I believe I live in the world of saints
so, writing verse on ****** is my stupidity
people that is just my poetic personality
you hate me, 'The Kid'
for all my written deeds
but unaware about my individuality
your mind is filled with 'divine bullshit'
you cannot hide it
you preach it in every words
sometime I feel it but sometimes blurred
sometimes I think you only want to show
only want to boast what you know
but you know nothing my child
you cannot interpret my mind
you heart is dark,so is my metaphors
I am not going to cry
but make you deaf with my roars
call me a psychopath, a rapper
you can kill me with gun
just pull the trigger
its going to be fun
or you can put me in a prison
but I am not leaving this group
I ain't gonna run
so what if I hated a woman?
and wrote a poem with my pain
ok I talked about her menstruating
I am guy so you people find it disgusting
oh wait a minute!
you people are children of great almighty
fancy heaven after death and at present saving humanity
and I can't rape a girl with my creativity
and my words shows the symptoms of insanity
and you question me
with that filthy makeup of melancholy
you hide your smile for a while
" Do you anybody who has been molested when they were younger? "
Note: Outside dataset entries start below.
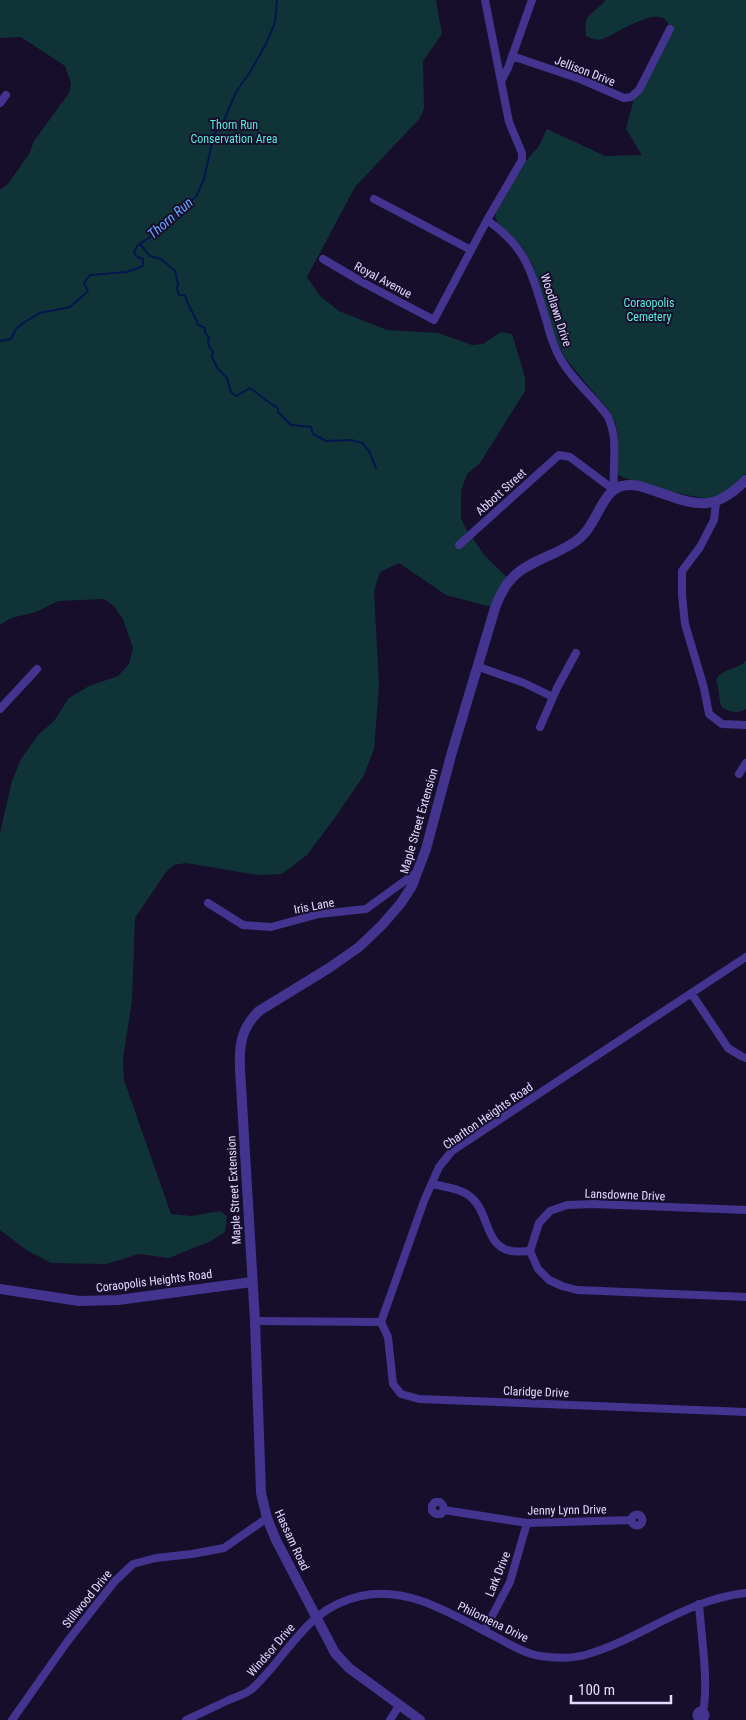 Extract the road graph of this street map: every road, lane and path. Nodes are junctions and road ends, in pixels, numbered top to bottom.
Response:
1 (485, 0) edge
2 (532, 0) edge
3 (670, 29) dead end
4 (512, 56) junction
5 (501, 81) junction
6 (6, 95) dead end
7 (0, 103) edge
8 (374, 199) dead end
9 (487, 220) junction
10 (471, 250) junction
11 (323, 259) dead end
12 (746, 480) edge
13 (614, 490) junction
14 (716, 502) junction
15 (459, 545) dead end
16 (576, 653) dead end
17 (478, 667) junction
18 (37, 668) dead end
19 (553, 696) junction
20 (0, 709) edge
21 (746, 725) edge
22 (540, 727) dead end
23 (746, 762) edge
24 (739, 774) dead end
25 (419, 871) junction
26 (208, 903) dead end
27 (746, 957) edge
28 (691, 994) junction
29 (746, 1058) edge
30 (433, 1184) junction
31 (746, 1210) edge
32 (530, 1251) junction
33 (252, 1282) junction
34 (0, 1289) edge
35 (746, 1297) edge
36 (255, 1321) junction
37 (382, 1322) junction
38 (746, 1412) edge
39 (444, 1510) dead end
40 (267, 1518) junction
41 (632, 1520) dead end
42 (527, 1523) junction
43 (746, 1593) edge
44 (699, 1604) junction
45 (315, 1616) junction
46 (484, 1631) junction
47 (399, 1706) junction
48 (703, 1711) dead end
49 (12, 1720) edge
50 (186, 1720) edge
51 (390, 1720) edge
52 (420, 1720) edge

1 - 5 street
2 - 4 street
3 - 4 street, Jellison Drive
4 - 5 street
5 - 9 street
6 - 7 street
8 - 10 street
9 - 10 street
9 - 13 street, Woodlawn Drive
10 - 11 street, Royal Avenue
12 - 14 street
13 - 14 street
13 - 15 street, Abbott Street
13 - 17 street, Maple Street Extension
14 - 21 street
16 - 19 street
17 - 19 street
17 - 25 street, Maple Street Extension
18 - 20 street
19 - 22 street
23 - 24 street
25 - 26 street, Iris Lane
25 - 33 street, Maple Street Extension
27 - 28 street, Charlton Heights Road
28 - 29 street
28 - 30 street, Charlton Heights Road
30 - 32 street
30 - 37 street, Charlton Heights Road
31 - 32 street, Lansdowne Drive
32 - 35 street
33 - 34 street, Coraopolis Heights Road
33 - 36 street, Maple Street Extension
36 - 37 street
36 - 40 street, Hassam Road
37 - 38 street, Claridge Drive
39 - 42 street, Jenny Lynn Drive
40 - 45 street, Hassam Road
40 - 49 street, Stillwood Drive
41 - 42 street, Jenny Lynn Drive
42 - 46 street, Lark Drive
43 - 44 street, Philomena Drive
44 - 46 street, Philomena Drive
44 - 48 street
45 - 46 street, Philomena Drive
45 - 47 street, Hassam Road
45 - 50 street, Windsor Drive
47 - 51 street
47 - 52 street, Hassam Road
yes, I have been molested frequently
Do I get a little sympathy?
or do I become a looser?
molested by my loneliness
yes I agree my words are soulless
so they fill my poem with "uncalled explicitness"
well my apologies people.
I am not a Hemingway
and haven't read a Baby Shoe
my poem is not colorful and gay
its all blue.
I mixed my anger with little bit of a filthy imagination
My poetic license does allow me a little bit of deception
don't you think?
answer me without any blink.
and I am always confused with grammar
I really want to make it stronger.
these social convention and rules
turn me sick, they are so cruel
I find my imagination trapped in your restriction
and you are eager to rape my imagination
but I find lots of opinion very logical
you folks like to be very critical
turning me into 'Talk of the Town'
blabbing same things round and round
and at last
you know only my poem
you know only the ******
everything is metaphor
but I don't want to explain everything
my heart is not filled with hatred for women
actually it's empty, there is nothing.